- _What this task involves_: Once you reach the line containing "pinky tip: (325, 353)" in the data below, restate each line word for word up to and including the one containing "thumb ip: (771, 775)".

BEGIN Entries shown

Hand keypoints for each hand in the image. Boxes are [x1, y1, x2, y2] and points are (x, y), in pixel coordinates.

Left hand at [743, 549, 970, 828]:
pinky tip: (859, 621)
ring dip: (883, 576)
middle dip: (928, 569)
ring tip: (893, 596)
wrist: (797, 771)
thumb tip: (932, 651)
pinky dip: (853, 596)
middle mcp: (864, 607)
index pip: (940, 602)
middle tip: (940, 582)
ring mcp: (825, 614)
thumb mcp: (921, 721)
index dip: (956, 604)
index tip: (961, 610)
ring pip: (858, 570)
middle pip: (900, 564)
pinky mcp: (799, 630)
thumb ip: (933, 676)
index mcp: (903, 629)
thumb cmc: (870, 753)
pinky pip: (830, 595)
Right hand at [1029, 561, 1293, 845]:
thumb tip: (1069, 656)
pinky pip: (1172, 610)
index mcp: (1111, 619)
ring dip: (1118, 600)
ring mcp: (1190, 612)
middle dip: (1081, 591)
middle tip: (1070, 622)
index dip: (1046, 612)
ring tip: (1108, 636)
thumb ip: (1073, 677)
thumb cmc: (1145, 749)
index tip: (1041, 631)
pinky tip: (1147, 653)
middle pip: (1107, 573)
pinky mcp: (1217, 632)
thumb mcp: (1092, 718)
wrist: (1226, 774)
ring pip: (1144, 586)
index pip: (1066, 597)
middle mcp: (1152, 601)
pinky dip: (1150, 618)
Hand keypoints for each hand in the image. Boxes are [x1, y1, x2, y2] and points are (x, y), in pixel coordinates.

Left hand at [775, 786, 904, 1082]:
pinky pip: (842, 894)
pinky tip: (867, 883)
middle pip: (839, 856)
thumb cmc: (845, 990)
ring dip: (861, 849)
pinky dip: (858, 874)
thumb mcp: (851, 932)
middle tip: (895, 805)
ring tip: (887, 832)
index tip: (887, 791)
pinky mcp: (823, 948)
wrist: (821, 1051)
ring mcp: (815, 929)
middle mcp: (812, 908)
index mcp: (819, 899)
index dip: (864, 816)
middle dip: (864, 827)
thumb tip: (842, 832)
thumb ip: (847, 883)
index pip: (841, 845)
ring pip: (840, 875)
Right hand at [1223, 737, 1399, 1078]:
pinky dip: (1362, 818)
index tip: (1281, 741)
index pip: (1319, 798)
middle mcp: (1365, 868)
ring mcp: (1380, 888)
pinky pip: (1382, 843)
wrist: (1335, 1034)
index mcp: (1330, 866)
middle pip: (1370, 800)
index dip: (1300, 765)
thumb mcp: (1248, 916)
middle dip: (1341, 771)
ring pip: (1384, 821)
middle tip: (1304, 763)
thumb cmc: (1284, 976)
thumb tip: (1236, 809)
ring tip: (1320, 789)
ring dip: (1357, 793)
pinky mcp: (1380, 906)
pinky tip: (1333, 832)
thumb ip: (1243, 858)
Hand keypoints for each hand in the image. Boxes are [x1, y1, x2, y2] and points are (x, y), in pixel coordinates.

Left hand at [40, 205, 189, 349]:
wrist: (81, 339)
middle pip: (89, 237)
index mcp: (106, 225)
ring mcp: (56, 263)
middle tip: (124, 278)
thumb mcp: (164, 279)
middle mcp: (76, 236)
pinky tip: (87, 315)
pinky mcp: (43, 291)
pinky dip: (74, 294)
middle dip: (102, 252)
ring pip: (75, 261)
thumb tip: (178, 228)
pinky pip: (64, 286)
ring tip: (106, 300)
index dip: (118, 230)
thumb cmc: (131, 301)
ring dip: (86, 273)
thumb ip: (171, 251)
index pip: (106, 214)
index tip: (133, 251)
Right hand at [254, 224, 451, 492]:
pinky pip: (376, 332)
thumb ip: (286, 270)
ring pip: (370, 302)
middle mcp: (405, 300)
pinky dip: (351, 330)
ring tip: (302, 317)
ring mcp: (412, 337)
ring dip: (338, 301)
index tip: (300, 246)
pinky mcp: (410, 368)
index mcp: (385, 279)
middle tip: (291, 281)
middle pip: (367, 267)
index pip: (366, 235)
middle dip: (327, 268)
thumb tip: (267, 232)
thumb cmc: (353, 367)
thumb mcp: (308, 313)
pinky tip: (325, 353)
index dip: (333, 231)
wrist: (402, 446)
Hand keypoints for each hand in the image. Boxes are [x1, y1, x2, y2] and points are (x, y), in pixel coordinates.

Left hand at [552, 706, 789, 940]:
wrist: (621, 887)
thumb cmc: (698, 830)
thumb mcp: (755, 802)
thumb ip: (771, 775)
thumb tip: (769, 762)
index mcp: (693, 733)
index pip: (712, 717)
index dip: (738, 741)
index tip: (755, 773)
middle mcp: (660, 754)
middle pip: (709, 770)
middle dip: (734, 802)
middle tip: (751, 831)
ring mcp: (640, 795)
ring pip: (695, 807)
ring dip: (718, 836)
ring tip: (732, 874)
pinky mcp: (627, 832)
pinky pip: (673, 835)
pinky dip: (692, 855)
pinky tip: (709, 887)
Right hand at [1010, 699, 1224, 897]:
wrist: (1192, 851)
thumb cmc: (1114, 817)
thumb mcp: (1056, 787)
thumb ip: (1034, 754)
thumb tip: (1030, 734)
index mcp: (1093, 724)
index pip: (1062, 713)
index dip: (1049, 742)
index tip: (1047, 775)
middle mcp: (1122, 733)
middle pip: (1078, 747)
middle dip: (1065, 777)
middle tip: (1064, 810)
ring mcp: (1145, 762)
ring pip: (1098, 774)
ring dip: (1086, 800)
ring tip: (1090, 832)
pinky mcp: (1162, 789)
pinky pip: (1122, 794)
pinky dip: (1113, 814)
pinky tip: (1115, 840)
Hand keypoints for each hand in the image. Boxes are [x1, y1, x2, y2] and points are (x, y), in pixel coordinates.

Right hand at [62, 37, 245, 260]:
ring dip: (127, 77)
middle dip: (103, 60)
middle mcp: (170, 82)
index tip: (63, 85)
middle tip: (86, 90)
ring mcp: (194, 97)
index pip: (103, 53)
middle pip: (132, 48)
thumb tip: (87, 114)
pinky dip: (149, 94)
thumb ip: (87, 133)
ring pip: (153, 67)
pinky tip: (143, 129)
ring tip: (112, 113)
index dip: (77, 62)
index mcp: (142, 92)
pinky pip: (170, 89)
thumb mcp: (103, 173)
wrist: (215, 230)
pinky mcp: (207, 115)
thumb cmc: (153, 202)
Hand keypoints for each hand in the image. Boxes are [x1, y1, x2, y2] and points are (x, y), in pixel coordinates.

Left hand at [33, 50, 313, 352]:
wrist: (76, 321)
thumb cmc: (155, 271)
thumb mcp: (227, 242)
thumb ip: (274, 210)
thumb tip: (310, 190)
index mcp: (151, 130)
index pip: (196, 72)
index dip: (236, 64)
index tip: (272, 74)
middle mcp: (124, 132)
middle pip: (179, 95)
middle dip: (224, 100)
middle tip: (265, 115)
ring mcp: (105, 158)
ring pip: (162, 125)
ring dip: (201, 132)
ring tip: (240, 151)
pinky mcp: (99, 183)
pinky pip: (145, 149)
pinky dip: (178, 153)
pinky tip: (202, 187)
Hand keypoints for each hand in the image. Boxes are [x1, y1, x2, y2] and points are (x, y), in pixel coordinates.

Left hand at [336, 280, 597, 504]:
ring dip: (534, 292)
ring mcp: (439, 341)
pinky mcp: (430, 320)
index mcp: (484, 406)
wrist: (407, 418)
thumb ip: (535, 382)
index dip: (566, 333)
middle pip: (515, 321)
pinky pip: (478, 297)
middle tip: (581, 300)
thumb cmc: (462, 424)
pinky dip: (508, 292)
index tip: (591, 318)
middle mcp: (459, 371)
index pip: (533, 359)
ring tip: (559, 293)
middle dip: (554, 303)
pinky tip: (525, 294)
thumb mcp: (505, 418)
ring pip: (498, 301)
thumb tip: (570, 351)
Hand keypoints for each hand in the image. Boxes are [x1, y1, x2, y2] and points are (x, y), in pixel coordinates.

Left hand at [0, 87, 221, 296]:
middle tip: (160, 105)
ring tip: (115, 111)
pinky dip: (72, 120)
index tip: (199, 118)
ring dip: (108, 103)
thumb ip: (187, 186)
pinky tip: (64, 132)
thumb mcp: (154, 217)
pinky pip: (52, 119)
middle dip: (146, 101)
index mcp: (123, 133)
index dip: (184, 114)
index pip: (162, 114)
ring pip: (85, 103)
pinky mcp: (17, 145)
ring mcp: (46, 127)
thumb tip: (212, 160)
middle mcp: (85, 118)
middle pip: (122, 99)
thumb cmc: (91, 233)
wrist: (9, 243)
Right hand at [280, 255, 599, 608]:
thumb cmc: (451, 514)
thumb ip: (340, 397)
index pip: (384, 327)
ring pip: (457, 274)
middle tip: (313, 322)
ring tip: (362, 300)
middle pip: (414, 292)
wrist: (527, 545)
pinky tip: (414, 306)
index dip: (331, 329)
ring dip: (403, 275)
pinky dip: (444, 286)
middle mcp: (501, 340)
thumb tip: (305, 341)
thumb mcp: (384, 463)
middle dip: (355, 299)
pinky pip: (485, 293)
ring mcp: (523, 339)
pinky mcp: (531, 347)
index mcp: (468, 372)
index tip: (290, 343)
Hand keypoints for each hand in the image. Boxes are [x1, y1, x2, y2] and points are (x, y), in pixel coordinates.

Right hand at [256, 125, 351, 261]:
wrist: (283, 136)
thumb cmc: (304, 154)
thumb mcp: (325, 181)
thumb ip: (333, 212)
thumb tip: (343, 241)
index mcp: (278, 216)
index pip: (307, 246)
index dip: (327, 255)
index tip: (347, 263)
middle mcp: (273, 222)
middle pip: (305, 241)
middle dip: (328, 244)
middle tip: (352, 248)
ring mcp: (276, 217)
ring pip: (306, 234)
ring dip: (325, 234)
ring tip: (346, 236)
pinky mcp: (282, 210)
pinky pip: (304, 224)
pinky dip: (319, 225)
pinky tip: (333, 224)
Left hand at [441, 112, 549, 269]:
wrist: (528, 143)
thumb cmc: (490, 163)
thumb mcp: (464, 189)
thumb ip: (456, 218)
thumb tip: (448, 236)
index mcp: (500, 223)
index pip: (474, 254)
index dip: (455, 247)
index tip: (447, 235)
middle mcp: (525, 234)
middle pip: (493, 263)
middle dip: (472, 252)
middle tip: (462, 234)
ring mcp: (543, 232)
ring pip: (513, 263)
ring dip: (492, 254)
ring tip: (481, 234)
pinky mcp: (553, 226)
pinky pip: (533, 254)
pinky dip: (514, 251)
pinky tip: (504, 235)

END Entries shown

- _Written answer_:
pinky tip: (325, 353)
index dip: (333, 231)
wrist: (402, 446)
Hand keypoints for each hand in the image. Boxes are [x1, y1, x2, y2] and points are (x, y), in pixel coordinates.

Left hand at [552, 706, 789, 940]:
wrist: (621, 887)
thumb cmc: (698, 830)
thumb mcp: (755, 802)
thumb ip: (771, 775)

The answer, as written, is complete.